## Data records
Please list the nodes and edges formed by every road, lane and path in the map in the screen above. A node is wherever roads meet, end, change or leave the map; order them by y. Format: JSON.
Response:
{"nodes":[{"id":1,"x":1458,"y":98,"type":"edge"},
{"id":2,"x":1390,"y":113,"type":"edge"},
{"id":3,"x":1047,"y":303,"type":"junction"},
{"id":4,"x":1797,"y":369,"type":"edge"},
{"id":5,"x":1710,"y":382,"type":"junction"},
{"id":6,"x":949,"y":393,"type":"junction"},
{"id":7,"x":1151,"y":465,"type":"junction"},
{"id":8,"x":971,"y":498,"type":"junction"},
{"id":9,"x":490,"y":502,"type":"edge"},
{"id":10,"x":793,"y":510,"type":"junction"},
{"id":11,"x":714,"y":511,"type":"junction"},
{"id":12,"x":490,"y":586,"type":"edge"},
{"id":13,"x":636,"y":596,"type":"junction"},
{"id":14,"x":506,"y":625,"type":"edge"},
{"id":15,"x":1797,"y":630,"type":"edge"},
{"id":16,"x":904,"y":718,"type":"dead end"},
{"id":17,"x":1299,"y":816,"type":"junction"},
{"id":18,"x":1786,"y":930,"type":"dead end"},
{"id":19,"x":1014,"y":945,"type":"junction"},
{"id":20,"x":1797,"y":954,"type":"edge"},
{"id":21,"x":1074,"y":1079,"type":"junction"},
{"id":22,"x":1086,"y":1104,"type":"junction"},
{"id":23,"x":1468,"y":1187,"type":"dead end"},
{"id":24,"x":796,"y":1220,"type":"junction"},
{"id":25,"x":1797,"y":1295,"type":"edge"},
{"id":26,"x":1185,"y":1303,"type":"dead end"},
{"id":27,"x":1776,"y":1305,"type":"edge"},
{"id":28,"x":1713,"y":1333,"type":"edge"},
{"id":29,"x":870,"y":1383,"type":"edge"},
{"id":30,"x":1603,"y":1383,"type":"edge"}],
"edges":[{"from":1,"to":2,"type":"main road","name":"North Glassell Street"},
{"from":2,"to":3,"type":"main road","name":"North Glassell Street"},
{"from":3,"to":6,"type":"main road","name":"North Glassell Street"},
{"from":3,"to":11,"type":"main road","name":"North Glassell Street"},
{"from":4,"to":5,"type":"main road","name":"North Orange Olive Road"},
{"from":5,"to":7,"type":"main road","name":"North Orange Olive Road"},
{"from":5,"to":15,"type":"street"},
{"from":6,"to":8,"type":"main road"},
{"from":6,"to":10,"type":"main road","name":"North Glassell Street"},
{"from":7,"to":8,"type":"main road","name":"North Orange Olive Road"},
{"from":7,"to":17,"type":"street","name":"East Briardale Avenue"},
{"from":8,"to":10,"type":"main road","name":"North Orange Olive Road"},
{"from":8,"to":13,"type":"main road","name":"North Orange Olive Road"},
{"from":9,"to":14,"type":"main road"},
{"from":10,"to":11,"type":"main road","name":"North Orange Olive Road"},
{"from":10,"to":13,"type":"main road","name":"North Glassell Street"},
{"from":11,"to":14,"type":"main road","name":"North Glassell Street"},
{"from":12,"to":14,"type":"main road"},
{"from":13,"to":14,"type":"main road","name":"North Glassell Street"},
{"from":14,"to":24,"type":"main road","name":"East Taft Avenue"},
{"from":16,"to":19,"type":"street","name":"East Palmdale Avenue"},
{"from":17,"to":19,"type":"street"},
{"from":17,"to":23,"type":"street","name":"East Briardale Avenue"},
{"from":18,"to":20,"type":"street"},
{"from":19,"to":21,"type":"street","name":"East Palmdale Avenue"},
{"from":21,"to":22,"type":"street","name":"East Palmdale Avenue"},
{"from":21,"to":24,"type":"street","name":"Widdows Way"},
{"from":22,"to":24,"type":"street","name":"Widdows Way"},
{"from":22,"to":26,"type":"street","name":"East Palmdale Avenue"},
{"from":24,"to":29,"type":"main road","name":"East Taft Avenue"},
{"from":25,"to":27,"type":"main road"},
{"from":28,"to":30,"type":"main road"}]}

## What you should do
Word for word, write out all of the data above.

## Answer box
Please list the nodes and edges formed by every road, lane and path in the map in the screen above. A node is wherever roads meet, end, change or leave the map; order them by y. Format: JSON.
Response:
{"nodes":[{"id":1,"x":1458,"y":98,"type":"edge"},
{"id":2,"x":1390,"y":113,"type":"edge"},
{"id":3,"x":1047,"y":303,"type":"junction"},
{"id":4,"x":1797,"y":369,"type":"edge"},
{"id":5,"x":1710,"y":382,"type":"junction"},
{"id":6,"x":949,"y":393,"type":"junction"},
{"id":7,"x":1151,"y":465,"type":"junction"},
{"id":8,"x":971,"y":498,"type":"junction"},
{"id":9,"x":490,"y":502,"type":"edge"},
{"id":10,"x":793,"y":510,"type":"junction"},
{"id":11,"x":714,"y":511,"type":"junction"},
{"id":12,"x":490,"y":586,"type":"edge"},
{"id":13,"x":636,"y":596,"type":"junction"},
{"id":14,"x":506,"y":625,"type":"edge"},
{"id":15,"x":1797,"y":630,"type":"edge"},
{"id":16,"x":904,"y":718,"type":"dead end"},
{"id":17,"x":1299,"y":816,"type":"junction"},
{"id":18,"x":1786,"y":930,"type":"dead end"},
{"id":19,"x":1014,"y":945,"type":"junction"},
{"id":20,"x":1797,"y":954,"type":"edge"},
{"id":21,"x":1074,"y":1079,"type":"junction"},
{"id":22,"x":1086,"y":1104,"type":"junction"},
{"id":23,"x":1468,"y":1187,"type":"dead end"},
{"id":24,"x":796,"y":1220,"type":"junction"},
{"id":25,"x":1797,"y":1295,"type":"edge"},
{"id":26,"x":1185,"y":1303,"type":"dead end"},
{"id":27,"x":1776,"y":1305,"type":"edge"},
{"id":28,"x":1713,"y":1333,"type":"edge"},
{"id":29,"x":870,"y":1383,"type":"edge"},
{"id":30,"x":1603,"y":1383,"type":"edge"}],
"edges":[{"from":1,"to":2,"type":"main road","name":"North Glassell Street"},
{"from":2,"to":3,"type":"main road","name":"North Glassell Street"},
{"from":3,"to":6,"type":"main road","name":"North Glassell Street"},
{"from":3,"to":11,"type":"main road","name":"North Glassell Street"},
{"from":4,"to":5,"type":"main road","name":"North Orange Olive Road"},
{"from":5,"to":7,"type":"main road","name":"North Orange Olive Road"},
{"from":5,"to":15,"type":"street"},
{"from":6,"to":8,"type":"main road"},
{"from":6,"to":10,"type":"main road","name":"North Glassell Street"},
{"from":7,"to":8,"type":"main road","name":"North Orange Olive Road"},
{"from":7,"to":17,"type":"street","name":"East Briardale Avenue"},
{"from":8,"to":10,"type":"main road","name":"North Orange Olive Road"},
{"from":8,"to":13,"type":"main road","name":"North Orange Olive Road"},
{"from":9,"to":14,"type":"main road"},
{"from":10,"to":11,"type":"main road","name":"North Orange Olive Road"},
{"from":10,"to":13,"type":"main road","name":"North Glassell Street"},
{"from":11,"to":14,"type":"main road","name":"North Glassell Street"},
{"from":12,"to":14,"type":"main road"},
{"from":13,"to":14,"type":"main road","name":"North Glassell Street"},
{"from":14,"to":24,"type":"main road","name":"East Taft Avenue"},
{"from":16,"to":19,"type":"street","name":"East Palmdale Avenue"},
{"from":17,"to":19,"type":"street"},
{"from":17,"to":23,"type":"street","name":"East Briardale Avenue"},
{"from":18,"to":20,"type":"street"},
{"from":19,"to":21,"type":"street","name":"East Palmdale Avenue"},
{"from":21,"to":22,"type":"street","name":"East Palmdale Avenue"},
{"from":21,"to":24,"type":"street","name":"Widdows Way"},
{"from":22,"to":24,"type":"street","name":"Widdows Way"},
{"from":22,"to":26,"type":"street","name":"East Palmdale Avenue"},
{"from":24,"to":29,"type":"main road","name":"East Taft Avenue"},
{"from":25,"to":27,"type":"main road"},
{"from":28,"to":30,"type":"main road"}]}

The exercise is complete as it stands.